Your instructions
Only lines holding the word "highway" are needed; copy each of them from the material.

Data for this exercise
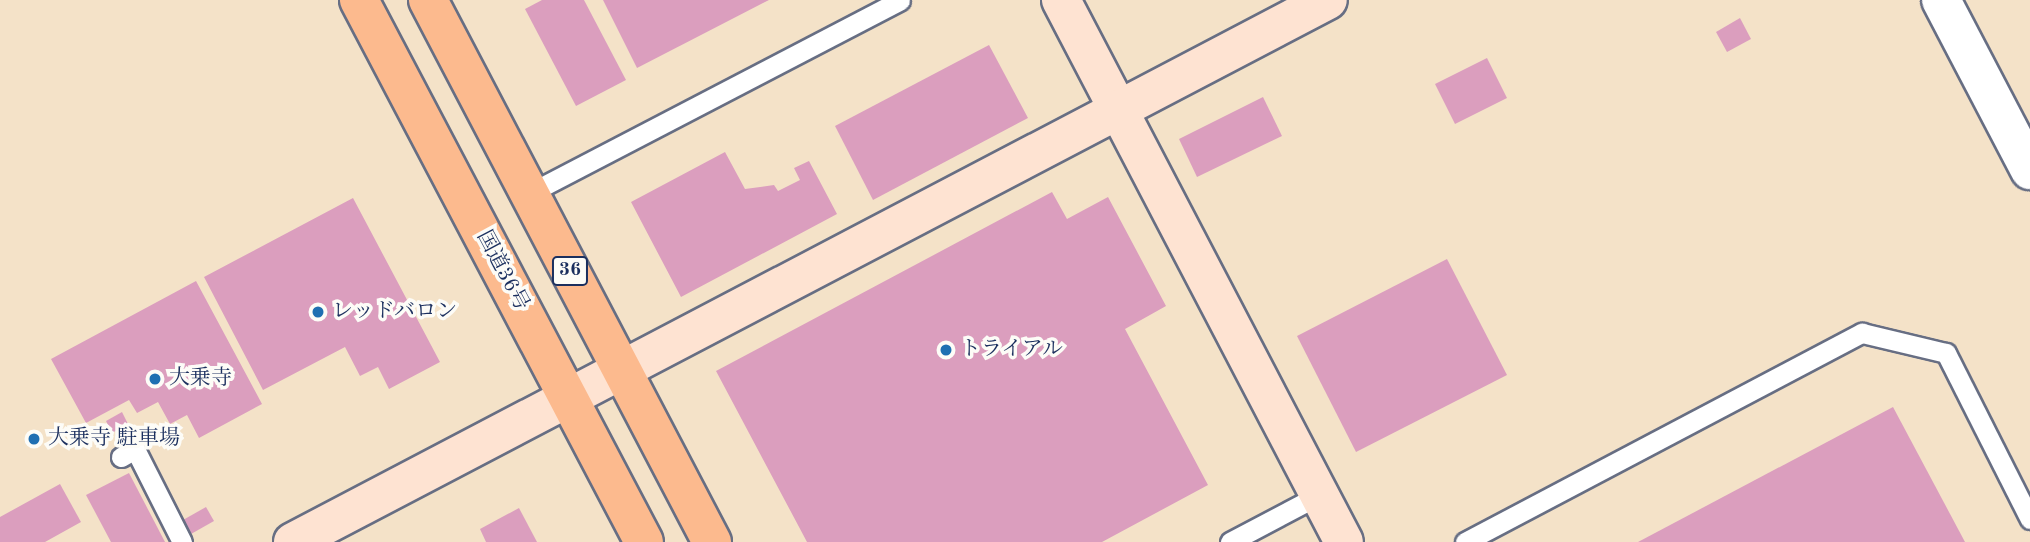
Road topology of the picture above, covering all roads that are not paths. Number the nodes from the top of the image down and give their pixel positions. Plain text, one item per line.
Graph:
1 (359, 0) edge
2 (428, 0) edge
3 (900, 0) edge
4 (1061, 0) edge
5 (1328, 0) edge
6 (1941, 0) edge
7 (1120, 111) junction
8 (2030, 170) edge
9 (530, 193) junction
10 (621, 369) junction
11 (569, 396) junction
12 (121, 457) dead end
13 (1319, 495) junction
14 (2030, 519) edge
15 (182, 542) edge
16 (293, 542) edge
17 (644, 542) edge
18 (712, 542) edge
19 (1230, 542) edge
20 (1344, 542) edge
21 (1465, 542) edge

1 - 11 highway, 国道36号
2 - 9 highway, 36
3 - 9 lane
4 - 7 street
5 - 7 street
6 - 8 street
7 - 10 street
7 - 13 street
9 - 10 highway, 36
10 - 11 street
10 - 18 highway, 36
11 - 16 street
11 - 17 highway, 国道36号
12 - 15 lane
13 - 19 lane
13 - 20 street
14 - 21 lane

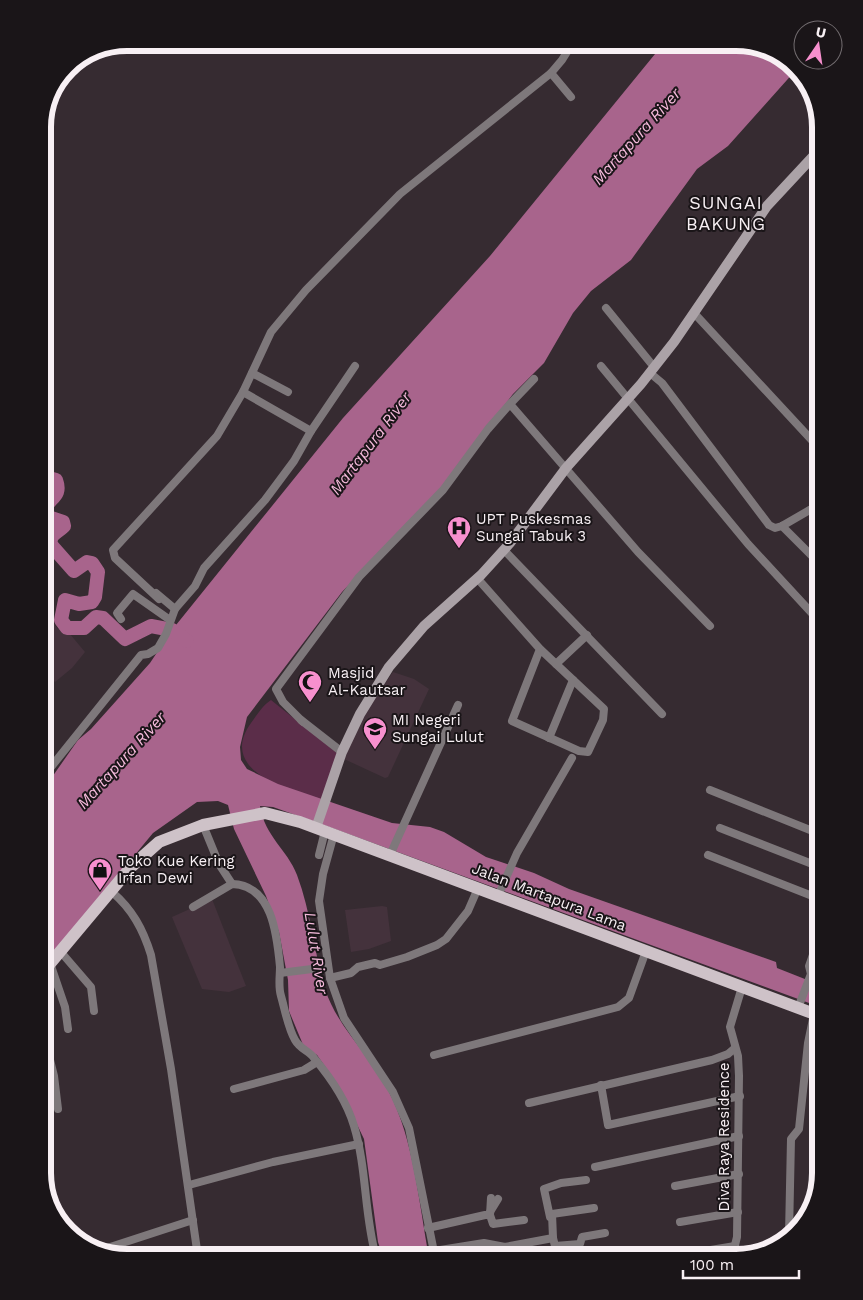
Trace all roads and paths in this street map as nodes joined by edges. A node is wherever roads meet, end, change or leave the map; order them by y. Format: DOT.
graph roads {
  1 [pos="568,51"];
  2 [pos="551,73"];
  3 [pos="571,97"];
  4 [pos="812,158"];
  5 [pos="606,308"];
  6 [pos="694,313"];
  7 [pos="355,366"];
  8 [pos="601,366"];
  9 [pos="652,370"];
  10 [pos="252,372"];
  11 [pos="534,379"];
  12 [pos="242,392"];
  13 [pos="288,392"];
  14 [pos="627,399"];
  15 [pos="510,404"];
  16 [pos="311,432"];
  17 [pos="812,439"];
  18 [pos="566,468"];
  19 [pos="810,510"];
  20 [pos="782,526"];
  21 [pos="504,550"];
  22 [pos="812,556"];
  23 [pos="477,578"];
  24 [pos="152,592"];
  25 [pos="159,599"];
  26 [pos="175,609"];
  27 [pos="812,613"];
  28 [pos="121,619"];
  29 [pos="169,622"];
  30 [pos="710,626"];
  31 [pos="587,635"];
  32 [pos="540,649"];
  33 [pos="556,664"];
  34 [pos="574,680"];
  35 [pos="280,703"];
  36 [pos="458,705"];
  37 [pos="662,714"];
  38 [pos="303,722"];
  39 [pos="548,738"];
  40 [pos="342,752"];
  41 [pos="572,758"];
  42 [pos="51,767"];
  43 [pos="710,790"];
  44 [pos="203,825"];
  45 [pos="720,828"];
  46 [pos="323,829"];
  47 [pos="812,831"];
  48 [pos="390,854"];
  49 [pos="708,854"];
  50 [pos="319,855"];
  51 [pos="812,864"];
  52 [pos="232,884"];
  53 [pos="478,888"];
  54 [pos="112,892"];
  55 [pos="498,894"];
  56 [pos="812,896"];
  57 [pos="192,907"];
  58 [pos="60,951"];
  59 [pos="646,951"];
  60 [pos="812,958"];
  61 [pos="51,962"];
  62 [pos="326,967"];
  63 [pos="281,973"];
  64 [pos="811,974"];
  65 [pos="51,978"];
  66 [pos="330,978"];
  67 [pos="742,987"];
  68 [pos="800,1004"];
  69 [pos="94,1010"];
  70 [pos="812,1012"];
  71 [pos="68,1029"];
  72 [pos="812,1031"];
  73 [pos="735,1048"];
  74 [pos="434,1055"];
  75 [pos="317,1062"];
  76 [pos="51,1065"];
  77 [pos="601,1085"];
  78 [pos="234,1089"];
  79 [pos="740,1096"];
  80 [pos="529,1102"];
  81 [pos="58,1109"];
  82 [pos="739,1136"];
  83 [pos="359,1144"];
  84 [pos="595,1167"];
  85 [pos="739,1174"];
  86 [pos="586,1180"];
  87 [pos="188,1185"];
  88 [pos="675,1186"];
  89 [pos="495,1198"];
  90 [pos="594,1208"];
  91 [pos="738,1212"];
  92 [pos="490,1214"];
  93 [pos="550,1217"];
  94 [pos="193,1220"];
  95 [pos="524,1220"];
  96 [pos="680,1222"];
  97 [pos="789,1226"];
  98 [pos="428,1228"];
  99 [pos="605,1233"];
  100 [pos="554,1242"];
  101 [pos="735,1246"];
  102 [pos="111,1247"];
  103 [pos="197,1249"];
  104 [pos="374,1249"];
  105 [pos="433,1249"];
  106 [pos="457,1249"];
  107 [pos="555,1249"];
  108 [pos="718,1249"];
  109 [pos="733,1249"];
  1 -- 2 [label="street"];
  2 -- 3 [label="street"];
  2 -- 10 [label="street"];
  4 -- 6 [label="street"];
  5 -- 9 [label="street"];
  6 -- 9 [label="street"];
  6 -- 17 [label="street"];
  7 -- 16 [label="street"];
  8 -- 14 [label="street"];
  9 -- 14 [label="street"];
  9 -- 20 [label="street"];
  10 -- 12 [label="street"];
  10 -- 13 [label="street"];
  11 -- 15 [label="street"];
  12 -- 16 [label="street"];
  12 -- 24 [label="street"];
  14 -- 18 [label="street"];
  14 -- 27 [label="street"];
  15 -- 18 [label="street"];
  15 -- 38 [label="street"];
  16 -- 26 [label="street"];
  18 -- 21 [label="street"];
  18 -- 30 [label="street"];
  19 -- 20 [label="street"];
  20 -- 22 [label="street"];
  21 -- 23 [label="street"];
  21 -- 31 [label="street"];
  23 -- 32 [label="street"];
  23 -- 40 [label="street"];
  24 -- 25 [label="street"];
  24 -- 26 [label="street"];
  26 -- 29 [label="street"];
  28 -- 29 [label="street"];
  29 -- 42 [label="street"];
  31 -- 33 [label="street"];
  31 -- 37 [label="street"];
  32 -- 33 [label="street"];
  32 -- 39 [label="street"];
  33 -- 34 [label="street"];
  34 -- 39 [label="street"];
  34 -- 39 [label="street"];
  35 -- 38 [label="street"];
  36 -- 48 [label="street"];
  38 -- 40 [label="street"];
  40 -- 46 [label="street"];
  41 -- 55 [label="street"];
  43 -- 47 [label="street"];
  44 -- 46 [label="main road, Jalan Martapura Lama"];
  44 -- 52 [label="street"];
  44 -- 54 [label="main road"];
  45 -- 51 [label="street"];
  46 -- 48 [label="main road, Jalan Martapura Lama"];
  46 -- 50 [label="street"];
  46 -- 62 [label="street"];
  48 -- 53 [label="main road, Jalan Martapura Lama"];
  49 -- 56 [label="street"];
  52 -- 57 [label="street"];
  52 -- 63 [label="street"];
  53 -- 55 [label="main road, Jalan Martapura Lama"];
  53 -- 66 [label="street"];
  54 -- 58 [label="main road"];
  54 -- 87 [label="street"];
  55 -- 59 [label="main road, Jalan Martapura Lama"];
  58 -- 61 [label="main road"];
  58 -- 69 [label="street"];
  59 -- 67 [label="main road, Jalan Martapura Lama"];
  59 -- 74 [label="street"];
  60 -- 64 [label="street"];
  62 -- 63 [label="street"];
  62 -- 66 [label="street"];
  63 -- 75 [label="street"];
  64 -- 68 [label="street"];
  65 -- 71 [label="street"];
  66 -- 98 [label="street"];
  67 -- 68 [label="main road, Jalan Martapura Lama"];
  67 -- 73 [label="street, Diva Raya Residence"];
  68 -- 70 [label="main road, Jalan Martapura Lama"];
  72 -- 97 [label="street"];
  73 -- 77 [label="street"];
  73 -- 79 [label="street, Diva Raya Residence"];
  75 -- 78 [label="street"];
  75 -- 83 [label="street"];
  76 -- 81 [label="street"];
  77 -- 79 [label="street"];
  77 -- 80 [label="street"];
  79 -- 82 [label="street, Diva Raya Residence"];
  82 -- 84 [label="street"];
  82 -- 85 [label="street, Diva Raya Residence"];
  83 -- 87 [label="street"];
  83 -- 104 [label="street"];
  85 -- 88 [label="street"];
  85 -- 91 [label="street, Diva Raya Residence"];
  86 -- 93 [label="street"];
  87 -- 94 [label="street"];
  89 -- 92 [label="street"];
  90 -- 93 [label="street"];
  91 -- 96 [label="street"];
  91 -- 101 [label="street, Diva Raya Residence"];
  92 -- 95 [label="street"];
  92 -- 98 [label="street"];
  93 -- 100 [label="street"];
  94 -- 102 [label="street"];
  94 -- 103 [label="street"];
  98 -- 105 [label="street"];
  99 -- 100 [label="street"];
  100 -- 106 [label="street"];
  100 -- 107 [label="street"];
  101 -- 108 [label="street"];
  101 -- 109 [label="street, Diva Raya Residence"];
}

Answer to this task
1 - 11 highway, 国道36号
2 - 9 highway, 36
9 - 10 highway, 36
10 - 18 highway, 36
11 - 17 highway, 国道36号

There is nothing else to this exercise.